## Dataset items
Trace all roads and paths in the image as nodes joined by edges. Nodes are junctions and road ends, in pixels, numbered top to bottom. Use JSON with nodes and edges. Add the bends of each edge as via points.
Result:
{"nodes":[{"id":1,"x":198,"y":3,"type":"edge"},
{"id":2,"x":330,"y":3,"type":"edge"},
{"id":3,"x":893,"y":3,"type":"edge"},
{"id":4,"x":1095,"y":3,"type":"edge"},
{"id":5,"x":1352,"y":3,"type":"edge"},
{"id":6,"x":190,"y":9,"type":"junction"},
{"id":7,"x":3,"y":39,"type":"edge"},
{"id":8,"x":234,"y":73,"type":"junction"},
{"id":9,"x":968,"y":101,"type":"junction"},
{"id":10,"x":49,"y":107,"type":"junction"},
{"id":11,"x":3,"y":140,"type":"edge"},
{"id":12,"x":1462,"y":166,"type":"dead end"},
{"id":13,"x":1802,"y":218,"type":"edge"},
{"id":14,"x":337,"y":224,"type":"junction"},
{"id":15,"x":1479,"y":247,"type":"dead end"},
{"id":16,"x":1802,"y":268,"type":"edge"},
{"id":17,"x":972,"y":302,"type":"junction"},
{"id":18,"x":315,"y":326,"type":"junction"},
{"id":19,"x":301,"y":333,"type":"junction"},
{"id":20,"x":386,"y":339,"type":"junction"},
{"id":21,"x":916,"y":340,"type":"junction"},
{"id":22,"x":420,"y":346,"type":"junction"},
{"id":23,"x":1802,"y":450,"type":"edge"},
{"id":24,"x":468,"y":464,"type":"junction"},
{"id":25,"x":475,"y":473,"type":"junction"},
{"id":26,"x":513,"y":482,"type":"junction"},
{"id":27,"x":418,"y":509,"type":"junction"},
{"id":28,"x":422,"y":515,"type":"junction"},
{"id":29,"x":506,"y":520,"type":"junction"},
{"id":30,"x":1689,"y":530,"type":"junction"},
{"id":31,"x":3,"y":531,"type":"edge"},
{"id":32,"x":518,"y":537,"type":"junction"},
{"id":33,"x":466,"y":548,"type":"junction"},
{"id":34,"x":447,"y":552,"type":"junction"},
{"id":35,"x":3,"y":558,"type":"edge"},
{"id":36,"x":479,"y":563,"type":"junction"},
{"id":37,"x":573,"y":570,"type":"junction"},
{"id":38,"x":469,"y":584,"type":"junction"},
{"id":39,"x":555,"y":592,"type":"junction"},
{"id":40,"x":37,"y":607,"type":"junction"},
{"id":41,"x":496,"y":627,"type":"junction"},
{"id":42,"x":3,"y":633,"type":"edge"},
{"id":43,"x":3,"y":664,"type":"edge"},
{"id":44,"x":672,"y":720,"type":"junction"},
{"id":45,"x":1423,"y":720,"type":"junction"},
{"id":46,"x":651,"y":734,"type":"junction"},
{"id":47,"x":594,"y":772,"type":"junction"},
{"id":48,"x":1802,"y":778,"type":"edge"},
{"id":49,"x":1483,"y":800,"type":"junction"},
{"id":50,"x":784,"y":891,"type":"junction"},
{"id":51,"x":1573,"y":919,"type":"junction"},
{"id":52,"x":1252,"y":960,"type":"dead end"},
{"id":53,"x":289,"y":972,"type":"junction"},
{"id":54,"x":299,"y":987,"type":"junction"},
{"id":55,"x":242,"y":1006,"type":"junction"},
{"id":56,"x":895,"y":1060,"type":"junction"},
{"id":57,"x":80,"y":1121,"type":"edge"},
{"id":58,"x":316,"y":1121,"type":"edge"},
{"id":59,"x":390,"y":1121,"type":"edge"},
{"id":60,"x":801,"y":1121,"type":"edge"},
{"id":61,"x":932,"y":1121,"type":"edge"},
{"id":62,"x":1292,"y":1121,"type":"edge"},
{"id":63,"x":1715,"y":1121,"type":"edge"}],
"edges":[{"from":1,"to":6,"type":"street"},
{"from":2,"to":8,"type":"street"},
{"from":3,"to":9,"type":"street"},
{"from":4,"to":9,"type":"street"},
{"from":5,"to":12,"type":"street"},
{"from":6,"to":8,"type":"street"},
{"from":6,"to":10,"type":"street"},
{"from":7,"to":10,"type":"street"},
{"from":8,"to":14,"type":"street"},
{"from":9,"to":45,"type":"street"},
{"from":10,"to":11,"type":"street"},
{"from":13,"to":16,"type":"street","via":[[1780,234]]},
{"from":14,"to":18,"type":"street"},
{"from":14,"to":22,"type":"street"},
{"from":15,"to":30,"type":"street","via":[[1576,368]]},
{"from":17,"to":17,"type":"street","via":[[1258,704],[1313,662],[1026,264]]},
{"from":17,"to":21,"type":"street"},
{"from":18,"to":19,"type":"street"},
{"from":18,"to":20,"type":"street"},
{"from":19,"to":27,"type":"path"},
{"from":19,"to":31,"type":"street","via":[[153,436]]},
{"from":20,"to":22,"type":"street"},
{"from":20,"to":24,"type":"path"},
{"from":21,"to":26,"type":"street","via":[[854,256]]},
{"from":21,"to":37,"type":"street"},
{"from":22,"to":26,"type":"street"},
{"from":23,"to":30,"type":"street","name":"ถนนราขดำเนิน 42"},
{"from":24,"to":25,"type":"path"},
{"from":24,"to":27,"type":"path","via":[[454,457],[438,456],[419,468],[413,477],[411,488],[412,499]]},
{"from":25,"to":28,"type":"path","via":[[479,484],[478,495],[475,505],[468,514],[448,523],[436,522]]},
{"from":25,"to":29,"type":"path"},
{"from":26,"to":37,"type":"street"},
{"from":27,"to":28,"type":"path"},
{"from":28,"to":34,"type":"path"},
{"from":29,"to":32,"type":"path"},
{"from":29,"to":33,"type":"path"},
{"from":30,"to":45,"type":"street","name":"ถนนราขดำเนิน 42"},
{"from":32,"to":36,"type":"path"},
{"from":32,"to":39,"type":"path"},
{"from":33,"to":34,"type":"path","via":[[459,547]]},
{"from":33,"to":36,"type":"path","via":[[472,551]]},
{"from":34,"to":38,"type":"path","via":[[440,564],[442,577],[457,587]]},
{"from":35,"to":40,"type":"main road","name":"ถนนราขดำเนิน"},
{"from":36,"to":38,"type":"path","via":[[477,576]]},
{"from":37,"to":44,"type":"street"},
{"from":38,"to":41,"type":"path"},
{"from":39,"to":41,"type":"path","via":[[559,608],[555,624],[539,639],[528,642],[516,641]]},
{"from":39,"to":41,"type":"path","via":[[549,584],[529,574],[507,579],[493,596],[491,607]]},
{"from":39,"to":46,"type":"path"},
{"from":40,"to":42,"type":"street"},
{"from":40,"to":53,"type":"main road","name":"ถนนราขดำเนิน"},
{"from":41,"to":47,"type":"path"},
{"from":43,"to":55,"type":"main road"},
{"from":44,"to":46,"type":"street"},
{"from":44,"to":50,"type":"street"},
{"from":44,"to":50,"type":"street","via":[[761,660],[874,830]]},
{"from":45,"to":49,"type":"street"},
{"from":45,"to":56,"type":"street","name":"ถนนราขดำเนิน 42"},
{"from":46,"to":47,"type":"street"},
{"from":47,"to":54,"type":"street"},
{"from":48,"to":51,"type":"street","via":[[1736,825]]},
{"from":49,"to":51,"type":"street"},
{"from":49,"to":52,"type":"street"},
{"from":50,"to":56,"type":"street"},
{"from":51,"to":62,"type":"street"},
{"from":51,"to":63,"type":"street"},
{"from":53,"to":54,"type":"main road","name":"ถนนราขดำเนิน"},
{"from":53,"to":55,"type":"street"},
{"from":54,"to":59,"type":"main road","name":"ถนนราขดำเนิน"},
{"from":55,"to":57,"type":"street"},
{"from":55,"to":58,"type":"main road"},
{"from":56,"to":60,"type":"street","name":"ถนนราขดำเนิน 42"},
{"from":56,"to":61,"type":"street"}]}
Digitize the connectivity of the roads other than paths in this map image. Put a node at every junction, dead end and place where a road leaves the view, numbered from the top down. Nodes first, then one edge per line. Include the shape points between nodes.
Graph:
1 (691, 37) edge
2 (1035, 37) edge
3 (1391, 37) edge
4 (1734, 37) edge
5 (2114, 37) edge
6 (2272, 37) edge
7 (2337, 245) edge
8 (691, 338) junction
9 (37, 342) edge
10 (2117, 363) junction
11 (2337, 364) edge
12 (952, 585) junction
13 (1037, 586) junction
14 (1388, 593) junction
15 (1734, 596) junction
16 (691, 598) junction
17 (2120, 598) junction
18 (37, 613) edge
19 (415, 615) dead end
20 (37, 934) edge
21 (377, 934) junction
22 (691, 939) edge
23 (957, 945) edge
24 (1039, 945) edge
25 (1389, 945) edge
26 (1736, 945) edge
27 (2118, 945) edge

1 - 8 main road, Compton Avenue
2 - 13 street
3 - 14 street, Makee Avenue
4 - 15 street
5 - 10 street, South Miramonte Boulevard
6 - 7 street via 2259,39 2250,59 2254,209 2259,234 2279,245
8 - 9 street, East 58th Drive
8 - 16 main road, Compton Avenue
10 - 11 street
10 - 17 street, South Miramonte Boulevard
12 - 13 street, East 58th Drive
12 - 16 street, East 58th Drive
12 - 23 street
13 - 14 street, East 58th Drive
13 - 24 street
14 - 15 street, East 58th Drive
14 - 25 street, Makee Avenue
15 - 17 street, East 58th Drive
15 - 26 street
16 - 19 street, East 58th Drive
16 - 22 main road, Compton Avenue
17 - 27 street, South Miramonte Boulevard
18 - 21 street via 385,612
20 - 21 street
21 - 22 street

## Your objective
Show all of the lines above in which "Makee" is present.

## Written reply
3 - 14 street, Makee Avenue
14 - 25 street, Makee Avenue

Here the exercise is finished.